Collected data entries
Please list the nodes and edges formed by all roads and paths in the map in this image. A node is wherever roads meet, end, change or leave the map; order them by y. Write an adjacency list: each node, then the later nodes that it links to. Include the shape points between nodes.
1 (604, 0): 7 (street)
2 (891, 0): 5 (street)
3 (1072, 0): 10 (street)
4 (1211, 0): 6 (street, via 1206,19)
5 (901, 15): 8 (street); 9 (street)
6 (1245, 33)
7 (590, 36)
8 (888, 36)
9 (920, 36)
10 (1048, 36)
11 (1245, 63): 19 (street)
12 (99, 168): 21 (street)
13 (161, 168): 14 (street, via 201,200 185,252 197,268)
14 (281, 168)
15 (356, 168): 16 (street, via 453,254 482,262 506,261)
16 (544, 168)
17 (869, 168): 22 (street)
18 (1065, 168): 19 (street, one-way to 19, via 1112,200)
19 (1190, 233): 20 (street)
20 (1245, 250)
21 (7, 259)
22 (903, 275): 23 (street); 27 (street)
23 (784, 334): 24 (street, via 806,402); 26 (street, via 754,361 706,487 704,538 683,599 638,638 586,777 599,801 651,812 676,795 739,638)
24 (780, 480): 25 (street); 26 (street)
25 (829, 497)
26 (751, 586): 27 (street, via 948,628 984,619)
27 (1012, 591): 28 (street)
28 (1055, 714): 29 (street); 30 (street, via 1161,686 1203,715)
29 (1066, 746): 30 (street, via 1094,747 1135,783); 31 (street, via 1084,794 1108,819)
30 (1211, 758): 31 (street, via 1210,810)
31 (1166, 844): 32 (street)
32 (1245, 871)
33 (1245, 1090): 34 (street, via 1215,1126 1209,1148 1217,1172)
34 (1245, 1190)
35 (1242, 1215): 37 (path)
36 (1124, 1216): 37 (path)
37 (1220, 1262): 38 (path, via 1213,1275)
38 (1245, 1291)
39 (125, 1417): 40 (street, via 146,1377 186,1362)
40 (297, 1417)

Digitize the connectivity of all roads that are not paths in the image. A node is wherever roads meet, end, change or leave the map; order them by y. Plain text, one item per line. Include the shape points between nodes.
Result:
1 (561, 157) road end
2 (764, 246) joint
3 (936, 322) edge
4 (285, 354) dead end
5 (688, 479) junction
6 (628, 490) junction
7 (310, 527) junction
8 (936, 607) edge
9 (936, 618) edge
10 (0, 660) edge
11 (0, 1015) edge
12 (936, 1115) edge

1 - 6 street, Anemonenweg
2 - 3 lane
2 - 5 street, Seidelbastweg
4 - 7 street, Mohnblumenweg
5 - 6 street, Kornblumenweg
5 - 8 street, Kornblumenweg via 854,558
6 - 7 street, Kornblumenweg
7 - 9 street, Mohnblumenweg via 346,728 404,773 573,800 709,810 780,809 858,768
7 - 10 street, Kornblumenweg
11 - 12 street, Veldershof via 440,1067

■ Task requirements ■
Copy out the records once more, exactly as they are written.

■ Output of the exercise ■
Please list the nodes and edges formed by all roads and paths in the map in this image. A node is wherever roads meet, end, change or leave the map; order them by y. Write an adjacency list: each node, then the later nodes that it links to. Include the shape points between nodes.
1 (604, 0): 7 (street)
2 (891, 0): 5 (street)
3 (1072, 0): 10 (street)
4 (1211, 0): 6 (street, via 1206,19)
5 (901, 15): 8 (street); 9 (street)
6 (1245, 33)
7 (590, 36)
8 (888, 36)
9 (920, 36)
10 (1048, 36)
11 (1245, 63): 19 (street)
12 (99, 168): 21 (street)
13 (161, 168): 14 (street, via 201,200 185,252 197,268)
14 (281, 168)
15 (356, 168): 16 (street, via 453,254 482,262 506,261)
16 (544, 168)
17 (869, 168): 22 (street)
18 (1065, 168): 19 (street, one-way to 19, via 1112,200)
19 (1190, 233): 20 (street)
20 (1245, 250)
21 (7, 259)
22 (903, 275): 23 (street); 27 (street)
23 (784, 334): 24 (street, via 806,402); 26 (street, via 754,361 706,487 704,538 683,599 638,638 586,777 599,801 651,812 676,795 739,638)
24 (780, 480): 25 (street); 26 (street)
25 (829, 497)
26 (751, 586): 27 (street, via 948,628 984,619)
27 (1012, 591): 28 (street)
28 (1055, 714): 29 (street); 30 (street, via 1161,686 1203,715)
29 (1066, 746): 30 (street, via 1094,747 1135,783); 31 (street, via 1084,794 1108,819)
30 (1211, 758): 31 (street, via 1210,810)
31 (1166, 844): 32 (street)
32 (1245, 871)
33 (1245, 1090): 34 (street, via 1215,1126 1209,1148 1217,1172)
34 (1245, 1190)
35 (1242, 1215): 37 (path)
36 (1124, 1216): 37 (path)
37 (1220, 1262): 38 (path, via 1213,1275)
38 (1245, 1291)
39 (125, 1417): 40 (street, via 146,1377 186,1362)
40 (297, 1417)

Digitize the connectivity of all roads that are not paths in the image. A node is wherever roads meet, end, change or leave the map; order them by y. Plain text, one item per line. Include the shape points between nodes.
Result:
1 (561, 157) road end
2 (764, 246) joint
3 (936, 322) edge
4 (285, 354) dead end
5 (688, 479) junction
6 (628, 490) junction
7 (310, 527) junction
8 (936, 607) edge
9 (936, 618) edge
10 (0, 660) edge
11 (0, 1015) edge
12 (936, 1115) edge

1 - 6 street, Anemonenweg
2 - 3 lane
2 - 5 street, Seidelbastweg
4 - 7 street, Mohnblumenweg
5 - 6 street, Kornblumenweg
5 - 8 street, Kornblumenweg via 854,558
6 - 7 street, Kornblumenweg
7 - 9 street, Mohnblumenweg via 346,728 404,773 573,800 709,810 780,809 858,768
7 - 10 street, Kornblumenweg
11 - 12 street, Veldershof via 440,1067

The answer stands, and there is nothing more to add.